Caso concreto El señor Justiniano Valencia Camacho fue nombrado en provisionalidad en la Fiscalía General de la Nación a través de la Resolución No 0-0170 de 26 de enero de 2004 en el cargo de Fiscal Delegado ante Jueces Penales del Circuito Especializado, de la Dirección Seccional de Fiscalías de Cali. Posteriormente a través de la Resolución 0-0328 de 17 de febrero de 2010, la Fiscalía General de la Nación dio por terminado el nombramiento en provisionalidad del accionante, acto que fue demandado, por lo que mediante sentencia de primera instancia se negó las súplicas al considerar que el cargo por falsa motivación no prosperaba, toda vez que el acto acusado en forma objetiva mencionó los criterios para determinar cuáles funcionarios de la planta de personal de la Fiscalía General de la Nación debían permanecer; además en cuanto a la existencia de tres cargos vacantes en la Dirección Seccional de Fiscalías de Cali tampoco constituía impedimento para retirarlo del servicio, debido a que la planta de personal de la accionada es global y flexible.
Referente a la condición de padre cabeza de familia, resalta que como fundamento del retiro del servicio se argumentó tener que proveer el cargo por quien superó el concurso de méritos y no existe prueba donde el demandante hubiera enterado a la entidad previamente a la expedición del acto administrativo de retiro, de su condición de padre cabeza de familia para efecto de mantenerlo en el servicio.

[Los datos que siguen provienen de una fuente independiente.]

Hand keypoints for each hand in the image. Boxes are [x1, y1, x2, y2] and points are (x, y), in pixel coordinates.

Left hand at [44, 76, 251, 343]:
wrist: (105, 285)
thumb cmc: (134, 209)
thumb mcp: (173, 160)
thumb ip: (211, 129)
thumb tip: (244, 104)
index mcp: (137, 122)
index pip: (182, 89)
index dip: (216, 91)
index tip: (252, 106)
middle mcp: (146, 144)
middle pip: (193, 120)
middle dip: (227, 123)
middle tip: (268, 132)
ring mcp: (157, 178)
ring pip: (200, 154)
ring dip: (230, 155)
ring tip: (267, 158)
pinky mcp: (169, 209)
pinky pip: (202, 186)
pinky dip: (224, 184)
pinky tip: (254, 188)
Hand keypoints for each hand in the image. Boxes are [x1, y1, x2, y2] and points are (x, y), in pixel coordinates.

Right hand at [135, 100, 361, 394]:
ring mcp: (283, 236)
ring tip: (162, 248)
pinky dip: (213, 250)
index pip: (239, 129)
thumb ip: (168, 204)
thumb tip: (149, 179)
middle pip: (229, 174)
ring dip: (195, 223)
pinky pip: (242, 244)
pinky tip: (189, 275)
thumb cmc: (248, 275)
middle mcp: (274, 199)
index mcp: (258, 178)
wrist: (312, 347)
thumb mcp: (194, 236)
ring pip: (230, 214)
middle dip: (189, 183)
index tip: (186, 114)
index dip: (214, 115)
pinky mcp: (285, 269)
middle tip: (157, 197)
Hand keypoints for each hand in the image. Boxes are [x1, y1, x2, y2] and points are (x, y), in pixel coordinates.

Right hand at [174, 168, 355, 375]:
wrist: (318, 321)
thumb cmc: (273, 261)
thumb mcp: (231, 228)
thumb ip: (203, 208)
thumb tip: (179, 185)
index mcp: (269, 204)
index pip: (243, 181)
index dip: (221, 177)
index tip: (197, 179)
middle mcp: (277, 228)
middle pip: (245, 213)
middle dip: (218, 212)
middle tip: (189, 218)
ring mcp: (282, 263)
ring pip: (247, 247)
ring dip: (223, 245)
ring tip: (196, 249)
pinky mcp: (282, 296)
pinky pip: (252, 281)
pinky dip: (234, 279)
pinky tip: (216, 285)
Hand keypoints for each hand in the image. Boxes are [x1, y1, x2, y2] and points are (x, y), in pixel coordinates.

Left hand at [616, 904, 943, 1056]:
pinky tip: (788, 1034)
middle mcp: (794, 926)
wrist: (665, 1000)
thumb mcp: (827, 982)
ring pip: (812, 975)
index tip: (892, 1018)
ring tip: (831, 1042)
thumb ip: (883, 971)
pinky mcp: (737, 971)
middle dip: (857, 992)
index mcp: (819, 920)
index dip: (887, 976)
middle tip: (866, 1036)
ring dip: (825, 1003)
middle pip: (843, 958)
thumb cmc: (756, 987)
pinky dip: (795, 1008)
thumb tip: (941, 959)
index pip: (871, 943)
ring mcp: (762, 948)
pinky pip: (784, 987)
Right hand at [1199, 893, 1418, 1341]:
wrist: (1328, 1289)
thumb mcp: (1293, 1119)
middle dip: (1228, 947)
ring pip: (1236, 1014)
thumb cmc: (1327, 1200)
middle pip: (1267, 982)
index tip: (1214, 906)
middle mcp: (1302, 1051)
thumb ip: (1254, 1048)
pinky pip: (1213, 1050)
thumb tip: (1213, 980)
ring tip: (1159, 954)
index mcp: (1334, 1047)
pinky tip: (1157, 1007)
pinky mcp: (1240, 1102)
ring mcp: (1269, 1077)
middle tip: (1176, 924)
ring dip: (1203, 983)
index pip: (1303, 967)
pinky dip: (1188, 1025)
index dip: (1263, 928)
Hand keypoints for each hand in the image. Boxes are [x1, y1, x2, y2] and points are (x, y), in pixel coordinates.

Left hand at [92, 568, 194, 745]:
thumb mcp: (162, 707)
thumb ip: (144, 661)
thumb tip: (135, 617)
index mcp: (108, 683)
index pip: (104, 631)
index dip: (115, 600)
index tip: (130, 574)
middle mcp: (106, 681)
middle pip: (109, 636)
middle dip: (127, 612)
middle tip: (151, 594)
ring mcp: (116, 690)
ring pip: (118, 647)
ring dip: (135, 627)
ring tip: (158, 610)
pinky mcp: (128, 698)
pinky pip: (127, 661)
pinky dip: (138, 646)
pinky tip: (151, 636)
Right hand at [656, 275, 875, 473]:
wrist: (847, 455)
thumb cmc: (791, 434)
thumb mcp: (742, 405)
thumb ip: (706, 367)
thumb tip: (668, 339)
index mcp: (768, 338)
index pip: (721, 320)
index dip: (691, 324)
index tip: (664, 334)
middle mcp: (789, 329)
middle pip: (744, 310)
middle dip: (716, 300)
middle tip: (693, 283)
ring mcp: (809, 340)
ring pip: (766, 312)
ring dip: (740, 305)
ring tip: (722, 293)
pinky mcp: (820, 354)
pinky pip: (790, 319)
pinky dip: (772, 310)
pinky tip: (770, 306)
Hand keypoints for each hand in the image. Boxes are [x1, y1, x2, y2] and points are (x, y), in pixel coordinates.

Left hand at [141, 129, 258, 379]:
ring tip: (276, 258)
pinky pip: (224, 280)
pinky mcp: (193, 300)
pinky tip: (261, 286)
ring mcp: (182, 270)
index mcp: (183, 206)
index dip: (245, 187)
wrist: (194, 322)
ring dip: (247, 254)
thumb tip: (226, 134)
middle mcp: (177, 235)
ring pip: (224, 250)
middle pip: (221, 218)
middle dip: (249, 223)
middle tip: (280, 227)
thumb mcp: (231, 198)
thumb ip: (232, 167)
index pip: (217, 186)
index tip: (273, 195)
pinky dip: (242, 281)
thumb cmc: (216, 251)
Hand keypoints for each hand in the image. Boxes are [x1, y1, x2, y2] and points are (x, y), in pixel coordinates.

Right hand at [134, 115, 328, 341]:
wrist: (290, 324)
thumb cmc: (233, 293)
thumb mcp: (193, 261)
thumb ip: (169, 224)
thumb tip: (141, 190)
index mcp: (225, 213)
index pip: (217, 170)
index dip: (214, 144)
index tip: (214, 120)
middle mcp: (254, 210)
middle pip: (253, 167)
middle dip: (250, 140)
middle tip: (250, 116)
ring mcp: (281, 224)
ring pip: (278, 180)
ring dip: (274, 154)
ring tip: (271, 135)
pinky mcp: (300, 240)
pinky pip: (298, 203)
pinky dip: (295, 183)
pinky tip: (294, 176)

Al no encontrarse conforme con la anterior decisión interpone la parte actora recurso de apelación de acuerdo con las siguientes consideraciones: i) Falsa Motivación Refiere la motivación insuficiente del acto administrativo de retiro, al no dar cumplimiento a la sentencia SU-446 de 2011, además de existir 3 cargos vacantes de Fiscal Delegado ante Jueces Penales Especializados, siendo procedente realizar el nombramiento de quien reemplazó al actor en su cargo, en una de esas vacantes, lo que prueba que la Fiscalía no buscaba dar observancia a los resultados del concurso de méritos, sino desvincular de la entidad de manera injusta y arbitraria, a un funcionario que le había servido desde hace varios años quien gozaba de una estabilidad laboral reforzada en calidad de padre cabeza de familia.
Antes de realizar cualquier otro pronunciamiento debe precisar la Sala que la sentencia SU-446 de 2011 fue proferida en forma posterior al retiro de servicio de la parte actora ocurrida mediante Resolución No 0-0328 del 17 de febrero de 2010, que dio por terminado el nombramiento en provisionalidad en el cargo de Fiscal Delegado ante los Jueces Penales del Circuito Especializados de la Dirección Seccional de Fiscalías de Cali, que ocupaba el señor Justiniano Valencia Camacho.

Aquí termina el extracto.